Railways—Construction—Route and location plans—Approval—Obstruction to navigation—Demolition of works—Jurisdiction of Board of Railway Commissioners—”Railway Act,” R.S.C., 1906, c. 37, ss. 30(h), (i), 230, 233.
Where a railway company, in the professed exercise of its powers as a railway company and without the approval of the route by the Minister and of the location plans and works by the Board of Railway Commissioners for Canada, has constructed a solid filling across navigable waters, the Board, under the provisions of sections 230 and 233 coupled with sub-sections (h) and (i) of section 30 of the “Railway Act,” R.S.C., 1906, ch. 37 has jurisdiction to order the demolition of the works so constructed.

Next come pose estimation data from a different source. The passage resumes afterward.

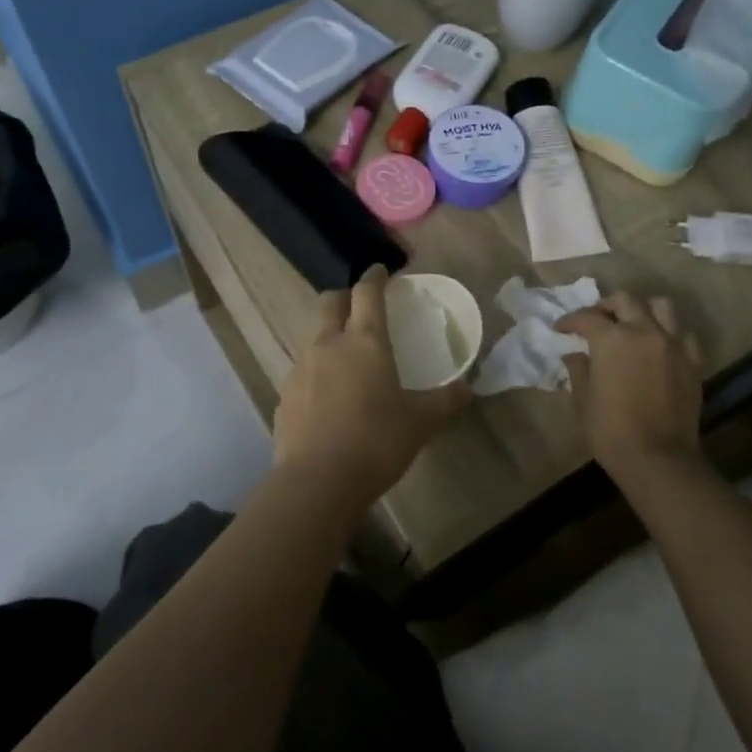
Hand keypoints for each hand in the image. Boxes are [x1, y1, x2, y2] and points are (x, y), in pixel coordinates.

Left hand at [273, 266, 471, 504]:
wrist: (317, 481)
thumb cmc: (376, 442)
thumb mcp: (421, 423)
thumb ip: (445, 401)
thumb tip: (467, 388)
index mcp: (365, 341)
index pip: (368, 293)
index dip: (375, 277)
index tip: (381, 270)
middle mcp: (328, 344)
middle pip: (330, 302)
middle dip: (345, 297)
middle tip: (362, 308)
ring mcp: (300, 368)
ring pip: (313, 335)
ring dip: (329, 335)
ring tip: (347, 358)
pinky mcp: (284, 395)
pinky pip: (302, 370)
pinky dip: (317, 371)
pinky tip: (329, 397)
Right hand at [555, 292, 703, 483]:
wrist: (658, 459)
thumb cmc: (610, 431)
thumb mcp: (583, 400)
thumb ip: (578, 369)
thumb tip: (575, 354)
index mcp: (612, 339)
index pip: (587, 318)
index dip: (570, 321)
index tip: (560, 329)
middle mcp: (645, 331)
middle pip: (625, 301)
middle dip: (606, 306)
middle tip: (595, 321)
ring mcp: (673, 345)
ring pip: (661, 307)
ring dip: (642, 310)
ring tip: (631, 325)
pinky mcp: (693, 362)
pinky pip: (683, 335)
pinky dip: (669, 335)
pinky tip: (659, 348)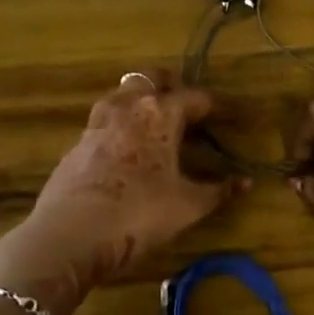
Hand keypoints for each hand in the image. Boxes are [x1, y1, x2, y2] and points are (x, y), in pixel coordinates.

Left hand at [4, 80, 245, 301]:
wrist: (68, 236)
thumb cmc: (137, 215)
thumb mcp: (187, 206)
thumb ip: (218, 190)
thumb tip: (245, 182)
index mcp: (160, 113)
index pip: (196, 97)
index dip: (219, 106)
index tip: (234, 115)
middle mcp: (128, 106)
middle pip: (152, 77)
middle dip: (173, 85)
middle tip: (188, 105)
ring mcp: (97, 121)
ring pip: (124, 93)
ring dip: (142, 99)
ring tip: (157, 122)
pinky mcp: (77, 143)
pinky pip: (106, 119)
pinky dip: (122, 124)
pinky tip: (128, 148)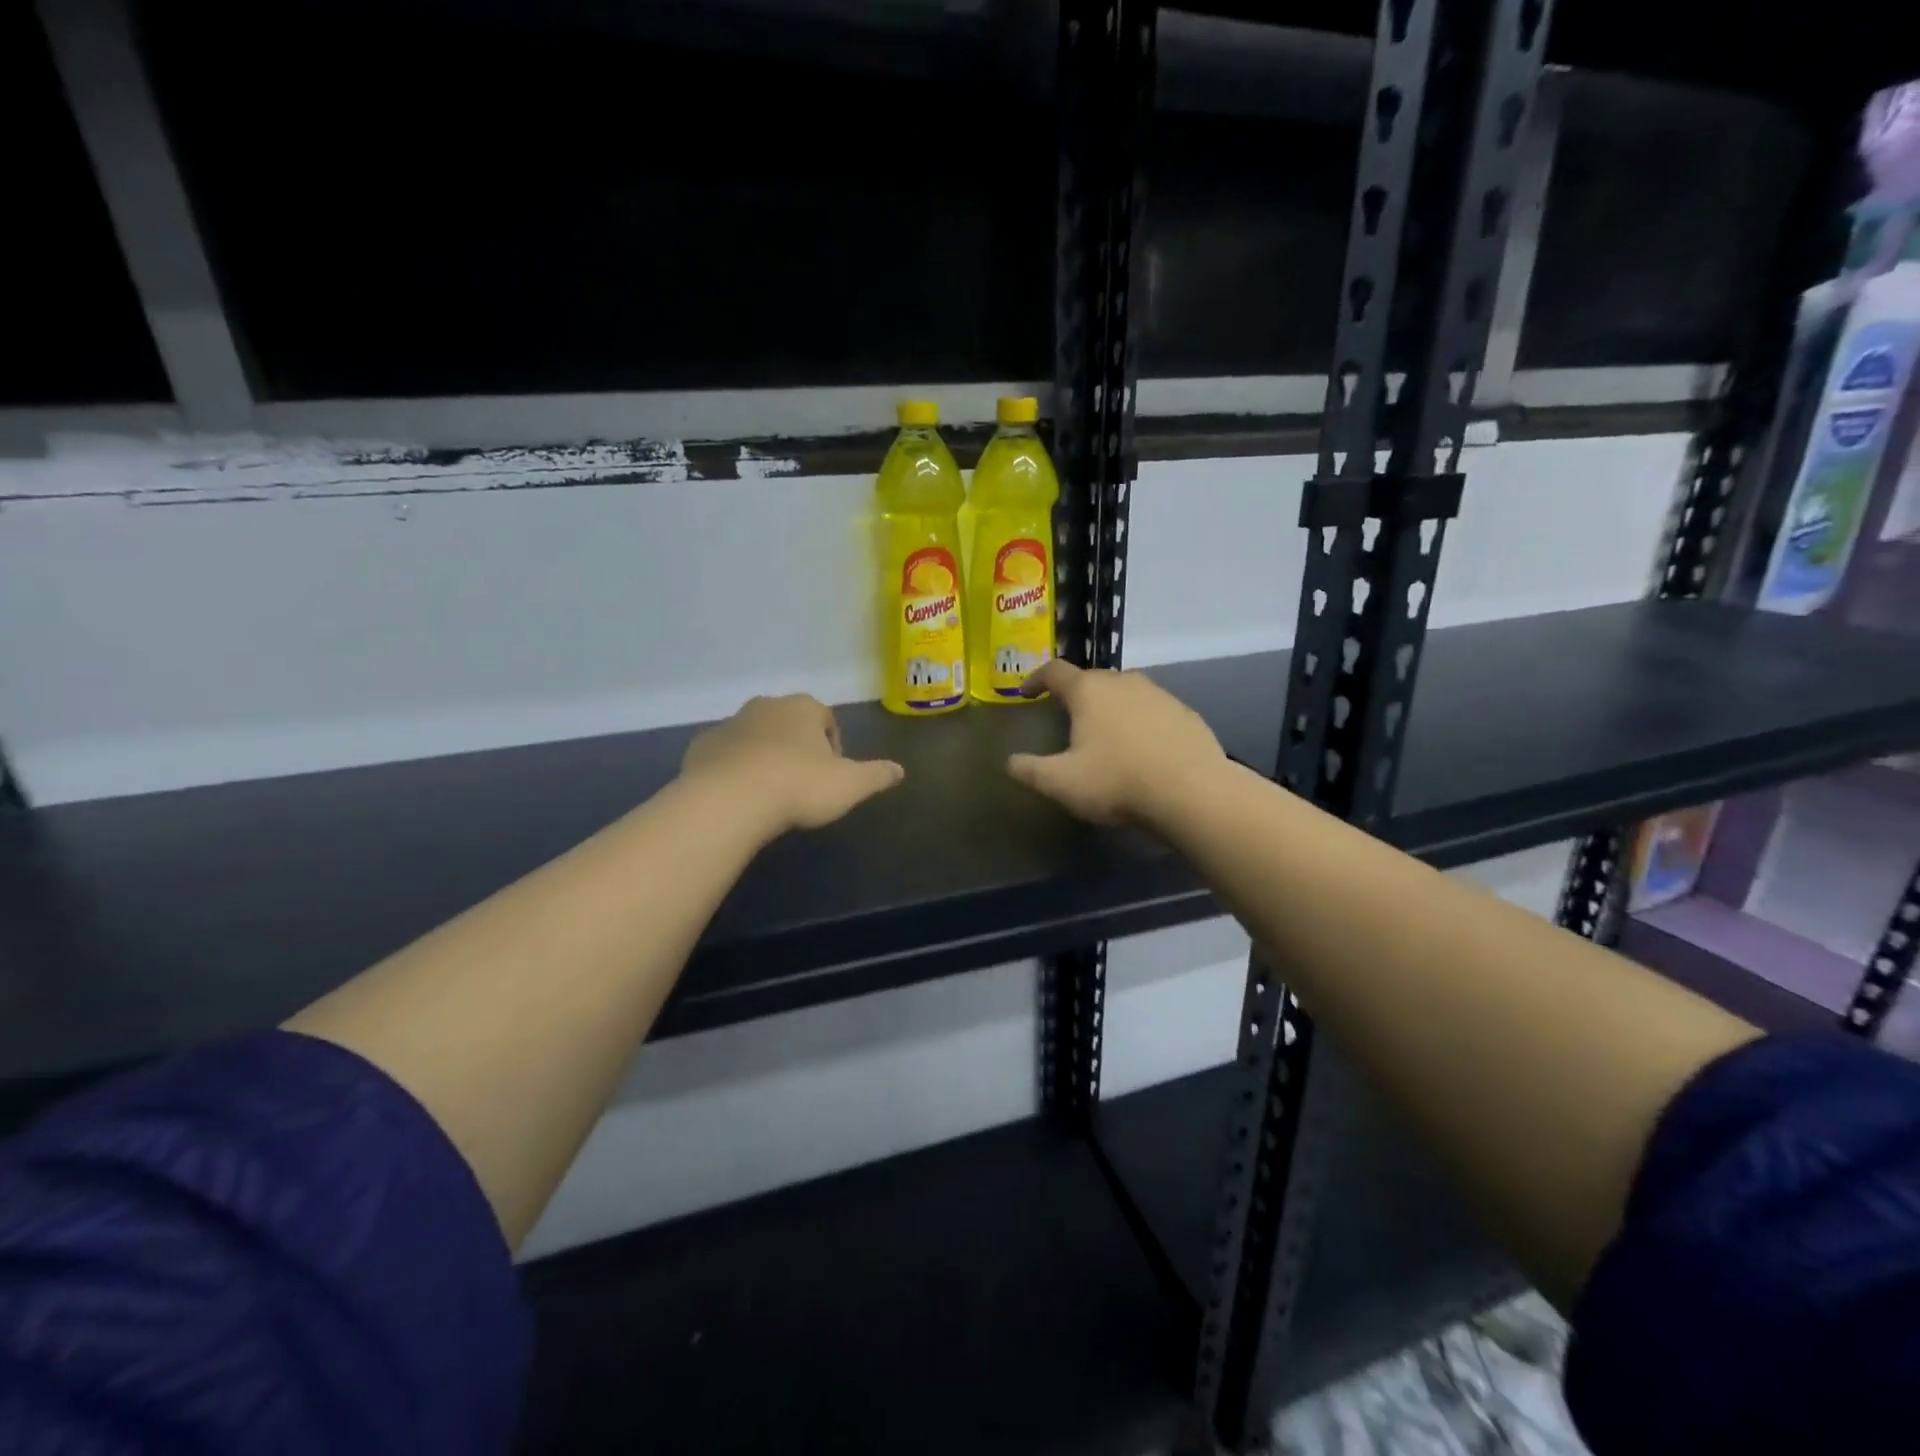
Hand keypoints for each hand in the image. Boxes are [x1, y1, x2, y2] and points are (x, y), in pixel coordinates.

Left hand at [682, 695, 903, 836]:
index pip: (826, 719)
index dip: (833, 746)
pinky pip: (725, 754)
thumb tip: (900, 770)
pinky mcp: (702, 746)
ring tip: (771, 793)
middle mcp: (765, 706)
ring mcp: (730, 724)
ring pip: (755, 737)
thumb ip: (877, 775)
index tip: (832, 775)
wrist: (729, 801)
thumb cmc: (798, 786)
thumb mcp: (850, 785)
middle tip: (803, 784)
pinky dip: (734, 768)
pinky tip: (741, 796)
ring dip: (765, 756)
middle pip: (789, 724)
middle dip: (798, 748)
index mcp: (803, 708)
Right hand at [1006, 661, 1226, 827]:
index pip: (1054, 671)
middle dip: (1075, 695)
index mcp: (1088, 690)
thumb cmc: (1117, 782)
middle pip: (1091, 678)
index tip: (1027, 693)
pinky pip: (1152, 710)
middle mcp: (1123, 681)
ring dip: (1110, 707)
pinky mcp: (1185, 713)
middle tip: (1066, 717)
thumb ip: (1029, 769)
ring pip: (1125, 692)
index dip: (1036, 679)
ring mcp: (1159, 694)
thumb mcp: (1061, 783)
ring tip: (1105, 733)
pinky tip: (1141, 748)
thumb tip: (1010, 761)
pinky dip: (1140, 722)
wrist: (1193, 792)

APPLICATION for leave to appeal from an order of the Board of Railway Commissioners for Canada, dated on the 2nd of January, 1912, by which the railway company was directed to remove a portion of a rock filling placed across the entrance of Market Cove, at Cameron Bay, B.C., in the construction of a portion of their line of railway.
A portion of the roadbed of the Grand Trunk Pacific Railway Company from Prince Rupert, in British Columbia, westerly, was constructed subsequent to the 31st of December, 1909, and John Y.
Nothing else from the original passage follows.